Naturally, this cryptic post from such a high-ranking former official set off alarm bells online. And given the multiple assassination attempts against Trump and an alarming degree of public support for political assassinations, it is reckless and reprehensible for any current or former public official to be so careless with his public speech. Comey has since deleted the post and claimed he did not know the phrase was associated with violence. But can Comey be prosecuted and imprisoned for it?
That’s what Gabbard suggested on Fox News, telling host Jesse Watters that Comey should “be held accountable and put behind bars” for what she called “a veiled call to action to murder the sitting president of the United States.”
Of course, everyone, including Trump officials, is free to criticize Comey for his post. But the Trump administration can’t prosecute Comey for what he shared on Instagram, at least not without trampling on free speech and violating the First Amendment.
Brendan McCord, Greg Lukianoff, Philipp Koralus: Will AI Kill Our Freedom To Think?
Like other powerful technologies, artificial intelligence (AI) can help promote flourishing or totalitarianism. Which of these paths AI follows will depend heavily on how we employ and regulate it. At Reason, Brendan McCord, Greg Lukianoff, and Philipp Koralus outline the steps humanity needs to take to ensure that AI remains a liberty-friendly partner of truth seeking:
The current iteration of AI already edits our emails, sorts our inboxes, and picks the next song we listen to. But convenience is just the start. Soon, the same technology could determine which ideas ever reach your mind—or form within it.

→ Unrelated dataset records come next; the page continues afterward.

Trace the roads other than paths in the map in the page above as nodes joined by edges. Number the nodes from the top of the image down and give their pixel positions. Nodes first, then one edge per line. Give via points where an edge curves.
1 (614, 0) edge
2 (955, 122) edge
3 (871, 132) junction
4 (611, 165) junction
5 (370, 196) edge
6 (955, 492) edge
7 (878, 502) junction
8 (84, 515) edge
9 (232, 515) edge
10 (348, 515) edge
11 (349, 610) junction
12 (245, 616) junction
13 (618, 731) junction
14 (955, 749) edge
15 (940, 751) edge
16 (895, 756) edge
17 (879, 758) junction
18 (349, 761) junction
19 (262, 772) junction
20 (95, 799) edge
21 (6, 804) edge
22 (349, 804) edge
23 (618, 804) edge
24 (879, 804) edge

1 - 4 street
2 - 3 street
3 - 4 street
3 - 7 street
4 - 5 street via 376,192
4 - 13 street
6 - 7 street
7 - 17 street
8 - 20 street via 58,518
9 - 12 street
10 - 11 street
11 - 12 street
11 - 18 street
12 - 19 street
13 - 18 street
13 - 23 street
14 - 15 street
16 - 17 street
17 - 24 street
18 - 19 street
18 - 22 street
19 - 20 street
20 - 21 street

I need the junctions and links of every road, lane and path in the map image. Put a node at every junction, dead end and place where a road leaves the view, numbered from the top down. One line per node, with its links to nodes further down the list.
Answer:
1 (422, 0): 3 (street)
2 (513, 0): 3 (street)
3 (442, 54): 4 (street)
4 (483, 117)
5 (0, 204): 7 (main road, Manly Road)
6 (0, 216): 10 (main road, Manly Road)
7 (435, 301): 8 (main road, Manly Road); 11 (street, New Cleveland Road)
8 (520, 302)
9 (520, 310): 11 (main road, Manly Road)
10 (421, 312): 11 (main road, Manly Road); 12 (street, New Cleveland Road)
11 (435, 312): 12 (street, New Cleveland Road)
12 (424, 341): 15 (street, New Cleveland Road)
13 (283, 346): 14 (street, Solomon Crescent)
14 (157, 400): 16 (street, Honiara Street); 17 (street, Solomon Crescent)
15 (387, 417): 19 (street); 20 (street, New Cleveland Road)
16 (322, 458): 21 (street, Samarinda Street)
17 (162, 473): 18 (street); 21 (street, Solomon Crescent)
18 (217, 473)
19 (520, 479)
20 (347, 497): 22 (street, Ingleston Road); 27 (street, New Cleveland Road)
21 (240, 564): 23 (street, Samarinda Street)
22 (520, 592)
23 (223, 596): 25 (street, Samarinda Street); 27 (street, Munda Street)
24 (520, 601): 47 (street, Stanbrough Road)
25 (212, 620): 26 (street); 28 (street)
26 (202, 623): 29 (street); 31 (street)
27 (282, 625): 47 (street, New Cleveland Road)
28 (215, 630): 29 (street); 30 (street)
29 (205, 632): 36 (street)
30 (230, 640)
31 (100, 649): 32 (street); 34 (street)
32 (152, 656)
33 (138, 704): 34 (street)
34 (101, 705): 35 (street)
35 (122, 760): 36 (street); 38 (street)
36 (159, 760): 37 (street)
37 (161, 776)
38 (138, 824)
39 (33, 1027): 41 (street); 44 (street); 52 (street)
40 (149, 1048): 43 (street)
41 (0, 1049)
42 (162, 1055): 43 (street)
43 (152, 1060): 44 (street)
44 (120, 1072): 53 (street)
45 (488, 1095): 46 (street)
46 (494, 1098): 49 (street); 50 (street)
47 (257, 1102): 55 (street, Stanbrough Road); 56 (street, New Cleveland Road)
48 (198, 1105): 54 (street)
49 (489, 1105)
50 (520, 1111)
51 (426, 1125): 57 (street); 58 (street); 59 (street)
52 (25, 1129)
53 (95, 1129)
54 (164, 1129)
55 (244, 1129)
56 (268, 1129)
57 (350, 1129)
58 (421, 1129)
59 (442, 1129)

Two possible futures lie ahead. In one, artificial intelligence becomes a shadow censor: Hidden ranking rules will throttle dissent, liability fears will chill speech, default recommendations and flattering prompts will dull our judgment, and people will stop questioning the information they're given. This is algorithmic tyranny.
In the other, AI becomes a partner in truth seeking. It will surface counterarguments, flag open questions, draw on insight far beyond any single mind, and prompt us to check the evidence and sources. Errors will be chipped away, and knowledge will grow. Our freedom to question everything will stay intact and even thrive.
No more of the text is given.